Responding to the medical community's growing concern that avian influenza could cause the next flu pandemic, the MIDAS network currently is simulating the outbreak of a deadly bird flu strain in a hypothetical human community. The computer models incorporate data on population density and age structure, distribution of schools, locations of hospitals and clinics, travel, and the infectiousness of the virus. The models will predict the effects of different strategies to contain the spread of infection, such as vaccinating specific groups of people or restricting travel. Preliminary results from the avian flu modeling project should be available by mid-2005.
To continue making rapid progress in biomedical research and improving human health, we need to ensure that the pool of biomedical scientists reflects the great diversity of our nation. This diversity can spark new research questions and offer different approaches to answering them. NIGMS promotes this diversity in a number of ways.

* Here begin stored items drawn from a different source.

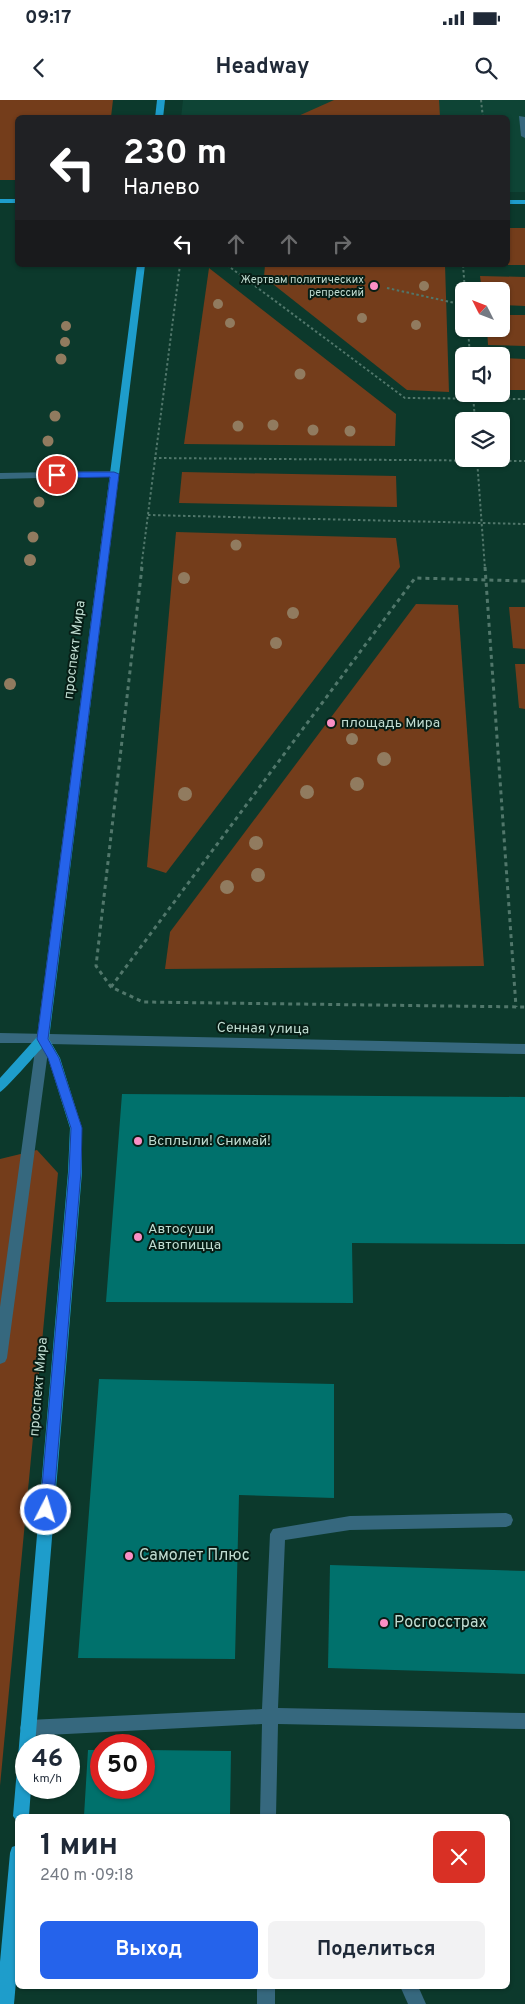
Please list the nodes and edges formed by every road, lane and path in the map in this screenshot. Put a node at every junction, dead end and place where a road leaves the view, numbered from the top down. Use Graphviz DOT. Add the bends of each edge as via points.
graph roads {
  1 [pos="162,100"];
  2 [pos="481,100"];
  3 [pos="160,115"];
  4 [pos="483,115"];
  5 [pos="522,118"];
  6 [pos="525,136"];
  7 [pos="0,201"];
  8 [pos="15,201"];
  9 [pos="510,202"];
  10 [pos="525,202"];
  11 [pos="141,267"];
  12 [pos="180,267"];
  13 [pos="230,267"];
  14 [pos="463,267"];
  15 [pos="464,282"];
  16 [pos="387,288"];
  17 [pos="455,303"];
  18 [pos="455,399"];
  19 [pos="510,399"];
  20 [pos="525,399"];
  21 [pos="154,458"];
  22 [pos="455,460"];
  23 [pos="510,461"];
  24 [pos="525,461"];
  25 [pos="478,467"];
  26 [pos="114,474"];
  27 [pos="0,476"];
  28 [pos="148,515"];
  29 [pos="482,522"];
  30 [pos="525,524"];
  31 [pos="486,580"];
  32 [pos="525,581"];
  33 [pos="110,987"];
  34 [pos="516,1007"];
  35 [pos="525,1007"];
  36 [pos="0,1038"];
  37 [pos="43,1039"];
  38 [pos="525,1049"];
  39 [pos="0,1087"];
  40 [pos="0,1358"];
  41 [pos="506,1520"];
  42 [pos="270,1716"];
  43 [pos="525,1721"];
  44 [pos="28,1728"];
  45 [pos="28,1734"];
  46 [pos="22,1799"];
  47 [pos="21,1814"];
  48 [pos="268,1814"];
  49 [pos="15,1888"];
  50 [pos="266,1989"];
  51 [pos="410,1989"];
  52 [pos="5,2004"];
  53 [pos="266,2004"];
  54 [pos="417,2004"];
  1 -- 3 [label="main road"];
  2 -- 4 [label="path"];
  5 -- 6 [label="street"];
  7 -- 8 [label="main road"];
  9 -- 10 [label="main road"];
  11 -- 26 [label="main road, проспект Мира"];
  12 -- 21 [label="path"];
  13 -- 18 [label="path" via="405,398"];
  14 -- 15 [label="path"];
  16 -- 17 [label="path"];
  19 -- 20 [label="path"];
  21 -- 22 [label="path"];
  21 -- 28 [label="path"];
  23 -- 24 [label="path"];
  25 -- 29 [label="path"];
  26 -- 27 [label="street"];
  26 -- 37 [label="main road, проспект Мира"];
  28 -- 29 [label="path"];
  28 -- 33 [label="path" via="96,966"];
  29 -- 30 [label="path"];
  29 -- 31 [label="path"];
  31 -- 32 [label="path"];
  31 -- 33 [label="path" via="415,578"];
  31 -- 34 [label="path"];
  33 -- 34 [label="path" via="143,1002"];
  34 -- 35 [label="path"];
  36 -- 37 [label="street, Сенная улица"];
  37 -- 38 [label="street, Сенная улица"];
  37 -- 39 [label="main road"];
  37 -- 40 [label="street"];
  37 -- 44 [label="main road, проспект Мира" via="54,1058 76,1128 75,1172"];
  41 -- 42 [label="street" via="350,1523 278,1534"];
  42 -- 43 [label="street"];
  42 -- 44 [label="street"];
  42 -- 48 [label="street"];
  44 -- 45 [label="main road, проспект Мира"];
  46 -- 47 [label="main road"];
  49 -- 52 [label="main road"];
  50 -- 53 [label="street"];
  51 -- 54 [label="street"];
}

Through our Division of Minority Opportunities in Research, we offer programs that encourage and prepare underrepresented minority students for research careers. Other programs enhance science curricula and faculty research capabilities at institutions with substantial minority enrollments.
We require our institutional training programs to recruit and retain underrepresented minority students, as well. And we promote diversity of ideas through interdisciplinary training programs and through efforts to bring the expertise of researchers in a variety of fields, from the physical to the behavioral sciences, to bear on biomedical questions. One example is our partnership with the National Science Foundation that supports more than 30 research grants at the interface of biology and mathematics.
Our increasing knowledge of the biological processes that underpin health and disease holds great promise for new drugs and better diagnostic techniques in the future. A more complete picture of how these processes work—and don't work—may lead to new methods for preventing illness altogether.
At the same time, it is important to remember that breakthroughs are often based on years of scientific research, with each new result building on many previous ones. Each discovery pushes back the frontier and reveals intriguing new questions and avenues for future study. While we can't always predict what we'll find, we can guarantee that the journey will bring us closer to our goal of understanding human health and disease.
Thank you, Mr. Chairman. I would be pleased to answer any questions that the Committee may have.